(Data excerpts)
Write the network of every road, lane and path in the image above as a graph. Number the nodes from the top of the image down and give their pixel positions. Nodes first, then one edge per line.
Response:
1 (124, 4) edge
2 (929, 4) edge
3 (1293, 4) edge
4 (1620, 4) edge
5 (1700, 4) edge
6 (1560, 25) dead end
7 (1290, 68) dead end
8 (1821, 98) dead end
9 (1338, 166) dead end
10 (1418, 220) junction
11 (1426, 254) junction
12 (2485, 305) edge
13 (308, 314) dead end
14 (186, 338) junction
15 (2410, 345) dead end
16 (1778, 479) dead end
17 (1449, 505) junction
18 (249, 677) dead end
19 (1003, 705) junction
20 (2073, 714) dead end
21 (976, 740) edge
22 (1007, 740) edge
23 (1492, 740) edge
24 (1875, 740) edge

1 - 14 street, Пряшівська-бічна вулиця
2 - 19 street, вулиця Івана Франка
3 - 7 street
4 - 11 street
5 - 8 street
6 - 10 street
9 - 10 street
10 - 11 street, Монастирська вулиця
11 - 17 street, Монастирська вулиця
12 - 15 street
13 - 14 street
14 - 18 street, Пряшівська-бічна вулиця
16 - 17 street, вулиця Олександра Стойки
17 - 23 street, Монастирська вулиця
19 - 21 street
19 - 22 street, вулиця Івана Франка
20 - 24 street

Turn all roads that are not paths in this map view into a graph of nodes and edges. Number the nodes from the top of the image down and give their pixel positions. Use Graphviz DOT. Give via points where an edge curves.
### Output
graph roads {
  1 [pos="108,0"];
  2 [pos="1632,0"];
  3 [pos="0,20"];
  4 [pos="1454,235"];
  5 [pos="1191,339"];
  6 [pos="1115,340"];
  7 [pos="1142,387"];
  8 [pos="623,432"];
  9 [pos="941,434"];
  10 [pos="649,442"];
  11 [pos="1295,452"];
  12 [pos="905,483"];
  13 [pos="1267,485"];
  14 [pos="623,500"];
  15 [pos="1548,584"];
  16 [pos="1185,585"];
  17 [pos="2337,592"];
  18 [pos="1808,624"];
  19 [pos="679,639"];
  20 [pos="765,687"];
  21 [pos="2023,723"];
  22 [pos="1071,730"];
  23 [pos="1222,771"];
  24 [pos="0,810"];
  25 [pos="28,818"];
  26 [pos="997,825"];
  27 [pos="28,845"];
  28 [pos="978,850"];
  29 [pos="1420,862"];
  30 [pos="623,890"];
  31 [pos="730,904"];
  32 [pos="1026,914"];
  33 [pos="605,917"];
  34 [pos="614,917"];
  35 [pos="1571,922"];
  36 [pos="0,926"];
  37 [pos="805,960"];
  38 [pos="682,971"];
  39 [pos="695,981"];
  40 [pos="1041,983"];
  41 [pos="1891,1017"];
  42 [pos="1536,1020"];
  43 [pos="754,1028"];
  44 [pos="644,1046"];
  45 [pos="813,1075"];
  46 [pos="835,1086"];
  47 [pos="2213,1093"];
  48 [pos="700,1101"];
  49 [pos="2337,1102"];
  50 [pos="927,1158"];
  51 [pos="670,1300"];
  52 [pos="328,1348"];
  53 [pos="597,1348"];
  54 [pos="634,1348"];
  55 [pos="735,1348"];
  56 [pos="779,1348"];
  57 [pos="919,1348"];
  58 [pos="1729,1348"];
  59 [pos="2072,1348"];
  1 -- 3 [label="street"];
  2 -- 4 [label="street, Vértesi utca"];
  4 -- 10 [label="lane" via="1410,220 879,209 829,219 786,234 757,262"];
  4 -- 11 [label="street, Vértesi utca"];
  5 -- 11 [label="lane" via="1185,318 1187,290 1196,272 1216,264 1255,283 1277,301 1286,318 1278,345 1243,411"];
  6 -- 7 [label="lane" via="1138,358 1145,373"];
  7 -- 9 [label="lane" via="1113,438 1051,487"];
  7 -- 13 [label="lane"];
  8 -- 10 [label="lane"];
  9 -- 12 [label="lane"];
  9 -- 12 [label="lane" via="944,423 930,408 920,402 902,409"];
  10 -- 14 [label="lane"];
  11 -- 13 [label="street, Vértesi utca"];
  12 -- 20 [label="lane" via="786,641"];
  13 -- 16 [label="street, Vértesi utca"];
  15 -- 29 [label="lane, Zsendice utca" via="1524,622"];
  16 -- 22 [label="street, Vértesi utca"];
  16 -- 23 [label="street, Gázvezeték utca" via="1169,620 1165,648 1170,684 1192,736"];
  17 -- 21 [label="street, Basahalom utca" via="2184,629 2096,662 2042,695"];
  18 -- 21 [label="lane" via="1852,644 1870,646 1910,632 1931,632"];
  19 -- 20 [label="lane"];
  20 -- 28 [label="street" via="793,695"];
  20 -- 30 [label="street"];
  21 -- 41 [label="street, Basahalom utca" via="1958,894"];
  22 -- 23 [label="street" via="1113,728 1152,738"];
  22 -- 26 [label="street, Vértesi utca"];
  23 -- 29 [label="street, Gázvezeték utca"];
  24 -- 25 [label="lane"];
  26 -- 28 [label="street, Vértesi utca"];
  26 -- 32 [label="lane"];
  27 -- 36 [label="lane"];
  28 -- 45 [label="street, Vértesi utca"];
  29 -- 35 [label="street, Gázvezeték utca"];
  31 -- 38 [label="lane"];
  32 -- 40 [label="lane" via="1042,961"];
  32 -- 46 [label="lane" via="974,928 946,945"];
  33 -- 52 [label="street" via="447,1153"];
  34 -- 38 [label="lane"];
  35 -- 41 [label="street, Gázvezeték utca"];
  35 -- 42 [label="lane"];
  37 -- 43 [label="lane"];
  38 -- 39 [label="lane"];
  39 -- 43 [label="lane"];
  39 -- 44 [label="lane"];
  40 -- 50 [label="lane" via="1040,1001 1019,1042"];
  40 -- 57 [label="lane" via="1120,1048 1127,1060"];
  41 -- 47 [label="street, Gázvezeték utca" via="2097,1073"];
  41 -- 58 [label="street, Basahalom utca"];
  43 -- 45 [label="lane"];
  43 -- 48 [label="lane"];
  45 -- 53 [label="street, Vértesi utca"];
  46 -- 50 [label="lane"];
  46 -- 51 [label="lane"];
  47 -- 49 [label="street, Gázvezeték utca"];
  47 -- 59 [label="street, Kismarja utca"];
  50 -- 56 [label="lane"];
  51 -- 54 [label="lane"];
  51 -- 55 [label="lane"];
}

= Assigned task =
Say, as a bare number, how many lines above contain the word "junction".

= Answer section =
5